[Opening Listed entries section]

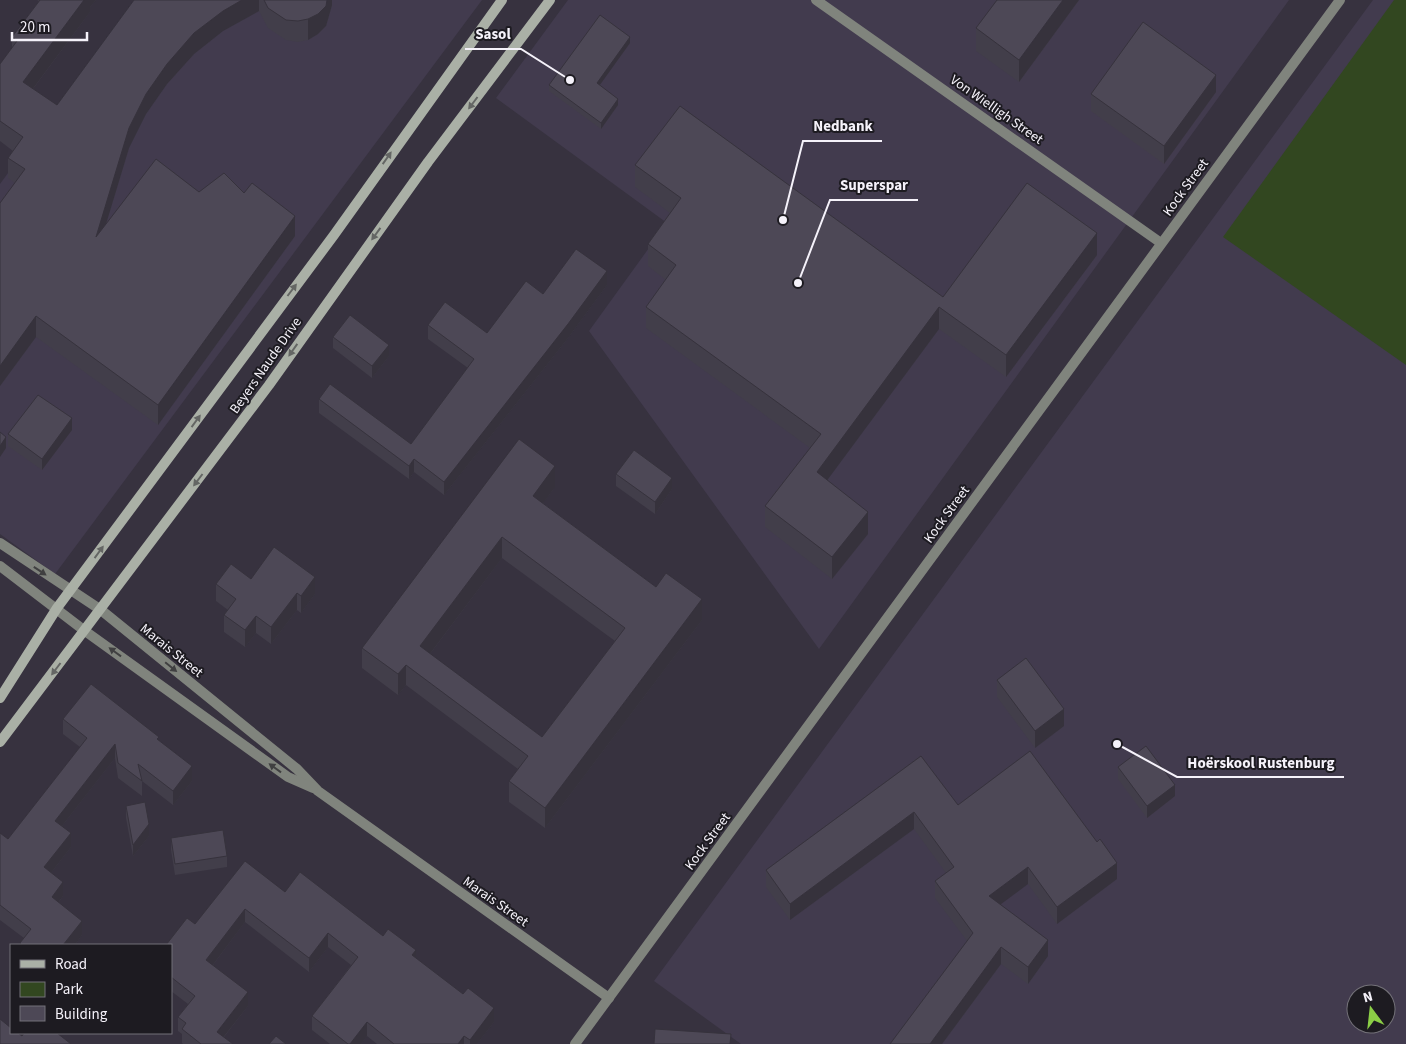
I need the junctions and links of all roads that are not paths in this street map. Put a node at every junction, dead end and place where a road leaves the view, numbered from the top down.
1 (502, 0) edge
2 (550, 0) edge
3 (816, 0) edge
4 (1340, 0) edge
5 (1161, 243) junction
6 (0, 544) edge
7 (0, 566) edge
8 (70, 591) junction
9 (57, 608) junction
10 (101, 610) junction
11 (85, 630) junction
12 (0, 698) edge
13 (0, 742) edge
14 (318, 791) junction
15 (609, 998) junction
16 (575, 1044) edge

8 -> 1 street, Beyers Naude Drive
2 -> 10 street, Beyers Naude Drive
3 - 5 street, Von Wielligh Street
4 - 5 street, Kock Street
5 - 15 street, Kock Street
6 -> 8 street, Marais Street
7 - 9 street, Marais Street
8 - 9 street, Beyers Naude Drive
8 - 10 street, Marais Street
9 - 11 street, Marais Street
9 - 12 street, Beyers Naude Drive
10 - 11 street, Beyers Naude Drive
10 -> 14 street, Marais Street
11 -> 13 street, Beyers Naude Drive
14 -> 11 street, Marais Street
14 - 15 street, Marais Street
15 - 16 street, Kock Street

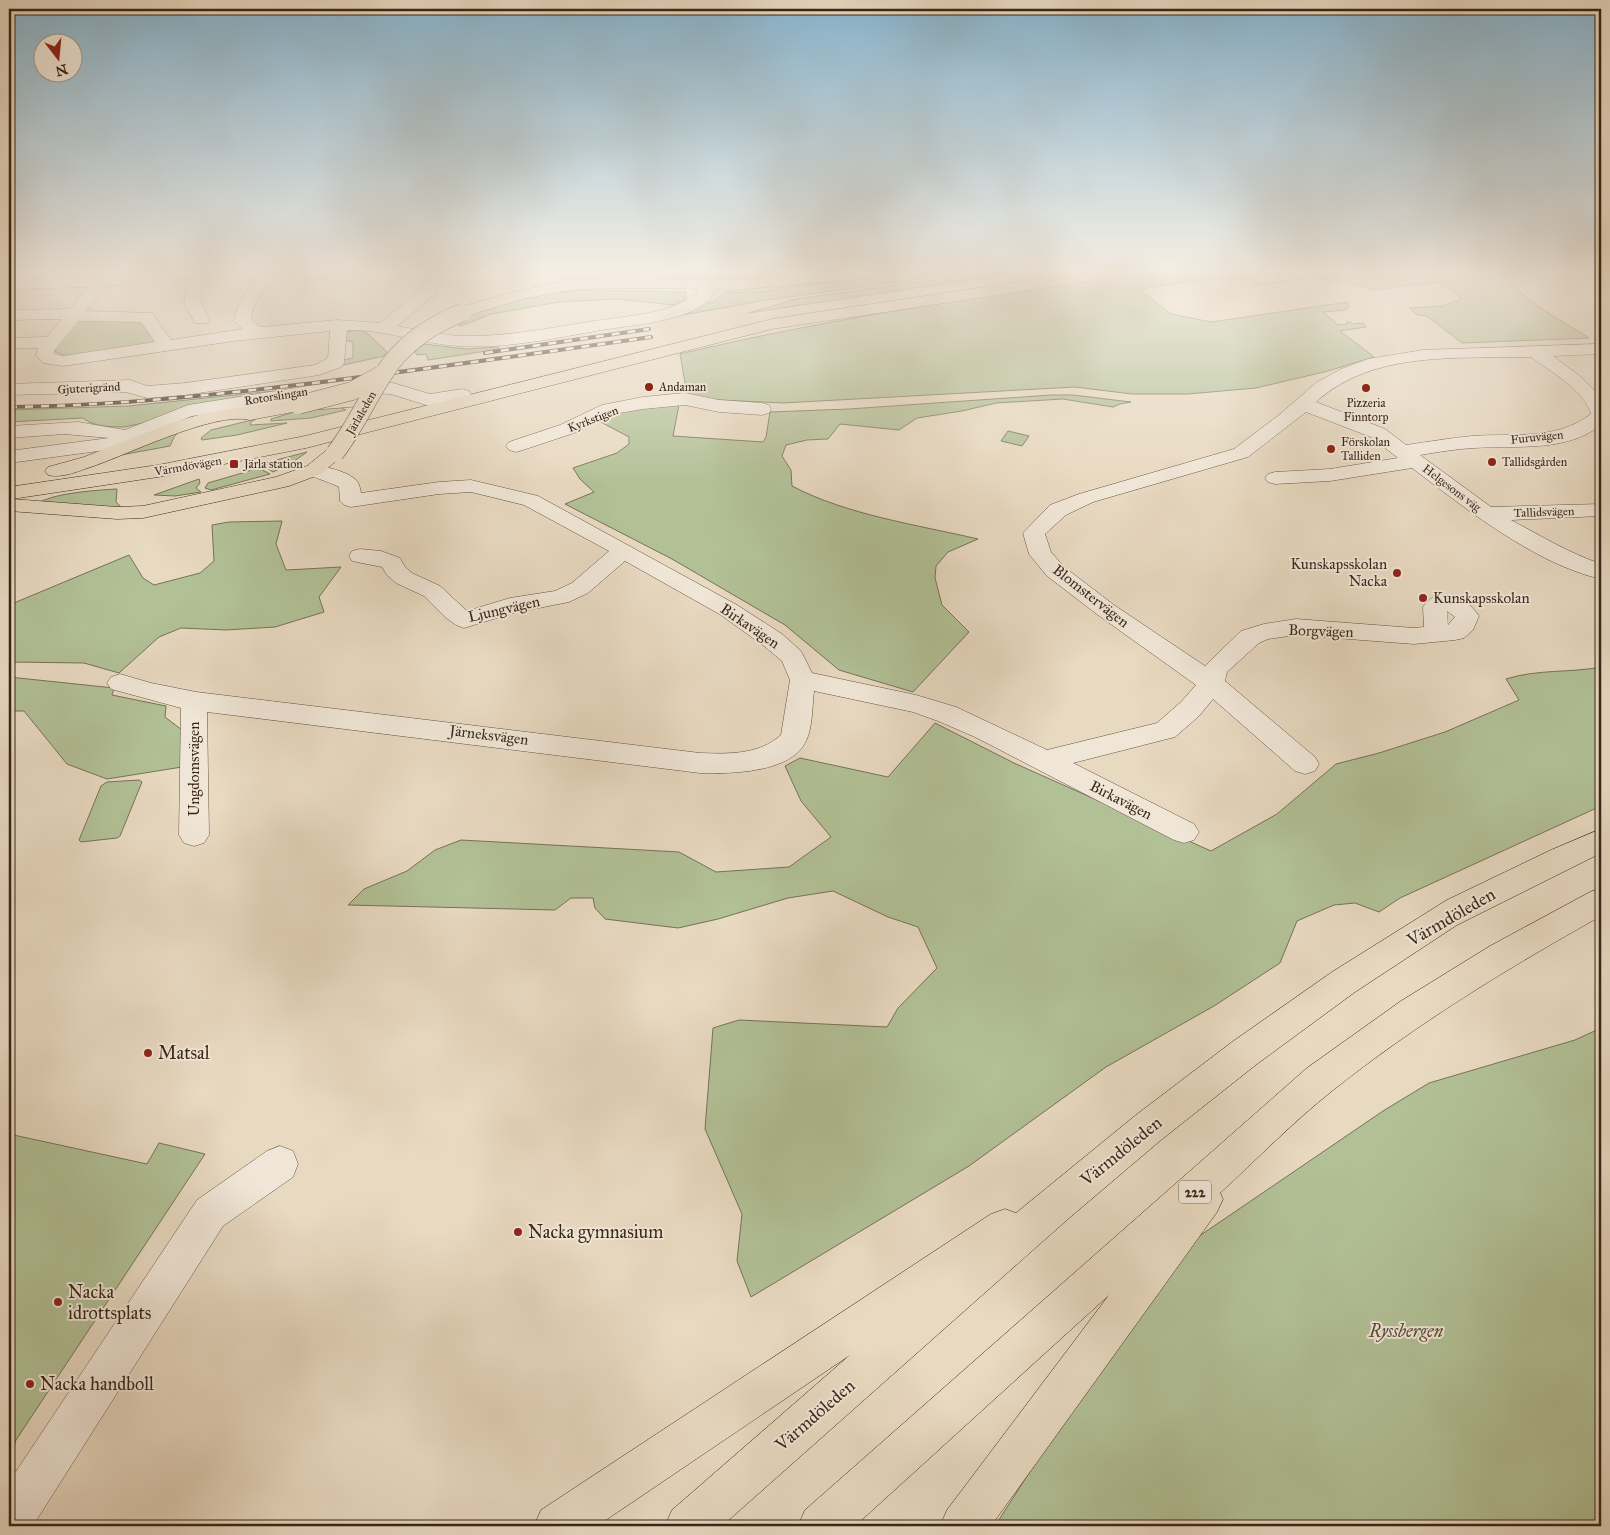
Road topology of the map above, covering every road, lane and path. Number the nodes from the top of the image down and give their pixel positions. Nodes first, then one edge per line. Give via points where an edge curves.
1 (52, 342) joint
2 (164, 342) edge
3 (192, 342) edge
4 (336, 342) edge
5 (411, 342) edge
6 (701, 342) edge
7 (9, 343) edge
8 (167, 346) junction
9 (1601, 350) edge
10 (1535, 351) junction
11 (135, 369) junction
12 (384, 372) junction
13 (568, 375) junction
14 (9, 390) edge
15 (462, 395) junction
16 (368, 401) junction
17 (1303, 404) junction
18 (298, 405) junction
19 (762, 409) dead end
20 (269, 410) junction
21 (9, 432) edge
22 (128, 437) junction
23 (516, 446) dead end
24 (193, 455) junction
25 (1410, 456) junction
26 (9, 457) edge
27 (314, 470) junction
28 (148, 473) junction
29 (1275, 478) dead end
30 (9, 480) edge
31 (9, 486) edge
32 (9, 493) edge
33 (228, 495) junction
34 (9, 505) edge
35 (1601, 510) edge
36 (1486, 514) junction
37 (624, 550) junction
38 (360, 556) dead end
39 (1601, 572) edge
40 (1436, 634) dead end
41 (804, 680) junction
42 (120, 683) dead end
43 (1211, 683) junction
44 (194, 702) junction
45 (1044, 761) junction
46 (1305, 764) dead end
47 (1184, 832) dead end
48 (194, 835) dead end
49 (1601, 840) edge
50 (1601, 901) edge
51 (1127, 1146) junction
52 (1236, 1155) junction
53 (280, 1164) dead end
54 (9, 1519) edge
55 (557, 1526) edge
56 (688, 1526) edge
57 (821, 1526) edge
58 (963, 1526) edge

1 - 7 street
1 - 11 street via 45,350 49,359
2 - 8 street
3 - 8 street
4 - 11 street, Gjuterigränd via 335,363 319,370 156,391 136,390
5 - 12 main road, Järlaleden, bridge
6 - 13 main road, Värmdövägen
8 - 11 street
9 - 10 street
10 - 17 street via 1423,355 1382,361 1332,381
10 - 25 street, Furuvägen via 1598,404 1601,416 1594,423 1580,431 1554,438 1465,443
11 - 14 street, Gjuterigränd via 84,389
12 - 16 main road, Järlaleden, bridge
12 - 18 main road, bridge via 353,392
13 - 15 main road, Värmdövägen
13 - 28 main road, Värmdövägen via 298,444
15 - 22 street, Rotorslingan via 429,400 393,389 347,386 188,411
15 - 24 main road, Värmdövägen via 315,432
16 - 18 main road, bridge
16 - 27 main road, Järlaleden, bridge via 349,435
17 - 25 street, Helgesons väg via 1378,433
17 - 43 street, Blomstervägen via 1241,452 1086,498 1058,510 1034,533 1040,554 1055,571
18 - 20 main road
19 - 23 street, Kyrkstigen via 719,406 685,399 643,403 610,410
20 - 24 main road via 218,421 188,434 182,446
20 - 30 main road via 198,420 90,462
21 - 22 street via 89,428
22 - 26 street, Rotorslingan via 121,442
24 - 31 main road, Värmdövägen via 119,471
25 - 29 street, Furuvägen via 1330,475
25 - 36 street, Helgesons väg
27 - 33 main road, Järlaleden via 282,482
27 - 37 street, Birkavägen via 348,484 351,501 470,486 531,500
28 - 32 main road, Värmdövägen
28 - 33 main road via 129,486 126,500 156,505
33 - 34 main road via 143,512
35 - 36 street, Tallidsvägen
36 - 39 street, Helgesons väg via 1551,551
37 - 38 street, Ljungvägen via 580,588 561,597 510,606 464,620 432,591 404,578 392,563
37 - 41 street, Birkavägen via 729,610 773,640 792,657
40 - 43 street, Borgvägen via 1414,636 1296,627 1264,632 1250,637 1216,668
41 - 44 street, Järneksvägen via 794,738 788,746 769,756 722,763 700,763
41 - 45 street, Birkavägen via 916,704 947,714
42 - 44 street, Järneksvägen
43 - 45 street, Borgvägen via 1190,709 1166,730
43 - 46 street, Blomstervägen
44 - 48 street, Ungdomsvägen
45 - 47 street, Birkavägen
49 - 51 main road, Värmdöleden via 1448,915 1223,1069
50 - 52 main road, 222 via 1501,956 1412,1012 1320,1080
51 - 55 main road
51 - 56 main road, Värmdöleden via 1027,1227
52 - 57 main road, 222
52 - 58 main road
53 - 54 street via 210,1213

[Closing Listed entries section]

Task goal:
Nothing but an exact copy of the data, without pictures, should be returned.

Expected answer:
I need the junctions and links of all roads that are not paths in this street map. Put a node at every junction, dead end and place where a road leaves the view, numbered from the top down.
1 (502, 0) edge
2 (550, 0) edge
3 (816, 0) edge
4 (1340, 0) edge
5 (1161, 243) junction
6 (0, 544) edge
7 (0, 566) edge
8 (70, 591) junction
9 (57, 608) junction
10 (101, 610) junction
11 (85, 630) junction
12 (0, 698) edge
13 (0, 742) edge
14 (318, 791) junction
15 (609, 998) junction
16 (575, 1044) edge

8 -> 1 street, Beyers Naude Drive
2 -> 10 street, Beyers Naude Drive
3 - 5 street, Von Wielligh Street
4 - 5 street, Kock Street
5 - 15 street, Kock Street
6 -> 8 street, Marais Street
7 - 9 street, Marais Street
8 - 9 street, Beyers Naude Drive
8 - 10 street, Marais Street
9 - 11 street, Marais Street
9 - 12 street, Beyers Naude Drive
10 - 11 street, Beyers Naude Drive
10 -> 14 street, Marais Street
11 -> 13 street, Beyers Naude Drive
14 -> 11 street, Marais Street
14 - 15 street, Marais Street
15 - 16 street, Kock Street

Road topology of the map above, covering every road, lane and path. Number the nodes from the top of the image down and give their pixel positions. Nodes first, then one edge per line. Give via points where an edge curves.
1 (52, 342) joint
2 (164, 342) edge
3 (192, 342) edge
4 (336, 342) edge
5 (411, 342) edge
6 (701, 342) edge
7 (9, 343) edge
8 (167, 346) junction
9 (1601, 350) edge
10 (1535, 351) junction
11 (135, 369) junction
12 (384, 372) junction
13 (568, 375) junction
14 (9, 390) edge
15 (462, 395) junction
16 (368, 401) junction
17 (1303, 404) junction
18 (298, 405) junction
19 (762, 409) dead end
20 (269, 410) junction
21 (9, 432) edge
22 (128, 437) junction
23 (516, 446) dead end
24 (193, 455) junction
25 (1410, 456) junction
26 (9, 457) edge
27 (314, 470) junction
28 (148, 473) junction
29 (1275, 478) dead end
30 (9, 480) edge
31 (9, 486) edge
32 (9, 493) edge
33 (228, 495) junction
34 (9, 505) edge
35 (1601, 510) edge
36 (1486, 514) junction
37 (624, 550) junction
38 (360, 556) dead end
39 (1601, 572) edge
40 (1436, 634) dead end
41 (804, 680) junction
42 (120, 683) dead end
43 (1211, 683) junction
44 (194, 702) junction
45 (1044, 761) junction
46 (1305, 764) dead end
47 (1184, 832) dead end
48 (194, 835) dead end
49 (1601, 840) edge
50 (1601, 901) edge
51 (1127, 1146) junction
52 (1236, 1155) junction
53 (280, 1164) dead end
54 (9, 1519) edge
55 (557, 1526) edge
56 (688, 1526) edge
57 (821, 1526) edge
58 (963, 1526) edge

1 - 7 street
1 - 11 street via 45,350 49,359
2 - 8 street
3 - 8 street
4 - 11 street, Gjuterigränd via 335,363 319,370 156,391 136,390
5 - 12 main road, Järlaleden, bridge
6 - 13 main road, Värmdövägen
8 - 11 street
9 - 10 street
10 - 17 street via 1423,355 1382,361 1332,381
10 - 25 street, Furuvägen via 1598,404 1601,416 1594,423 1580,431 1554,438 1465,443
11 - 14 street, Gjuterigränd via 84,389
12 - 16 main road, Järlaleden, bridge
12 - 18 main road, bridge via 353,392
13 - 15 main road, Värmdövägen
13 - 28 main road, Värmdövägen via 298,444
15 - 22 street, Rotorslingan via 429,400 393,389 347,386 188,411
15 - 24 main road, Värmdövägen via 315,432
16 - 18 main road, bridge
16 - 27 main road, Järlaleden, bridge via 349,435
17 - 25 street, Helgesons väg via 1378,433
17 - 43 street, Blomstervägen via 1241,452 1086,498 1058,510 1034,533 1040,554 1055,571
18 - 20 main road
19 - 23 street, Kyrkstigen via 719,406 685,399 643,403 610,410
20 - 24 main road via 218,421 188,434 182,446
20 - 30 main road via 198,420 90,462
21 - 22 street via 89,428
22 - 26 street, Rotorslingan via 121,442
24 - 31 main road, Värmdövägen via 119,471
25 - 29 street, Furuvägen via 1330,475
25 - 36 street, Helgesons väg
27 - 33 main road, Järlaleden via 282,482
27 - 37 street, Birkavägen via 348,484 351,501 470,486 531,500
28 - 32 main road, Värmdövägen
28 - 33 main road via 129,486 126,500 156,505
33 - 34 main road via 143,512
35 - 36 street, Tallidsvägen
36 - 39 street, Helgesons väg via 1551,551
37 - 38 street, Ljungvägen via 580,588 561,597 510,606 464,620 432,591 404,578 392,563
37 - 41 street, Birkavägen via 729,610 773,640 792,657
40 - 43 street, Borgvägen via 1414,636 1296,627 1264,632 1250,637 1216,668
41 - 44 street, Järneksvägen via 794,738 788,746 769,756 722,763 700,763
41 - 45 street, Birkavägen via 916,704 947,714
42 - 44 street, Järneksvägen
43 - 45 street, Borgvägen via 1190,709 1166,730
43 - 46 street, Blomstervägen
44 - 48 street, Ungdomsvägen
45 - 47 street, Birkavägen
49 - 51 main road, Värmdöleden via 1448,915 1223,1069
50 - 52 main road, 222 via 1501,956 1412,1012 1320,1080
51 - 55 main road
51 - 56 main road, Värmdöleden via 1027,1227
52 - 57 main road, 222
52 - 58 main road
53 - 54 street via 210,1213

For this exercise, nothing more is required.